I'd say just getting them to use it is good enough. :-)

Here at the University of Guelph, thanks to the generosity of Walnut
Creek, we've slowly replaced Linux with FreeBSD on about 65% of the CS
department's PCs. In between semesters in a couple weeks, a good portion
of the remaining PCs will get an upgrade to FreeBSD. Just yesterday, a
friend of mine came up to me and said "Wow, I can't believe how much
nicer FreeBSD is to program with! The man pages are better, and things work
like they're supposed to. You were right, Linux *is* the DOS of the UNIX
world.".  :-)  Ahh, makes me all warm and tingly inside. :-)

Just getting FreeBSD into CS departments world-wide is enough - FreeBSD
will wow them all by itself once students play with it.

What was needed to make the switch? Evangelism. Plain and simple. It took
literally years of me prodding and poking and continuously singing the
virtues of FreeBSD before enough faculty were impressed to "overthrow"
the 2 Linux die-hards.. That and the fact that the Linux NIS/NFS lab for
3rd years degraded into a piece of crap and was nearly non-usable. :-)


For those interested, the arguments that worked best for me (note that
this is for getting CS departments to embrace FreeBSD) :

1. Pedigree. History. FreeBSD is the product of the CSRG at Berkeley.
   Its roots are in academia, and we should be continuing that tradition.

2. Documentation. The Design and Implementation of 4.4BSD book. The ORA
   BSD document set (PSD, USD, etc.). The literally hundreds of USENIX
   and IEEE research papers presented on BSD related design, etc..
   Superior man pages for system calls. It's hard for a pedagogically
   oriented prof to argue when you slap about 5000 pages of BSD docs
   on his desk and demand that he produce the same for Linux.
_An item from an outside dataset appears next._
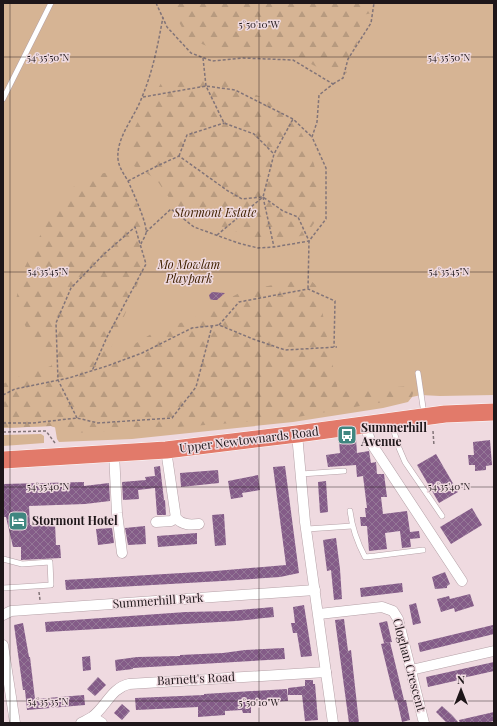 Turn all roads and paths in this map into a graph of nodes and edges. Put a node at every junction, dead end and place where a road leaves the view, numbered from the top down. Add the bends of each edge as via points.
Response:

   The 2 arguemnts above all come down to "FreeBSD is a better environment
   for students since they can learn more about Computer Science.
   The background books are there, the papers are there, the history is
   there. FreeBSD came out of academia, and it's simply a more appropriate
   environment for the academic setting. If a student wants to know "why",
   chances are good that he can find out. Compare this environment with
   the willy-nilly hacker sytle of Linux.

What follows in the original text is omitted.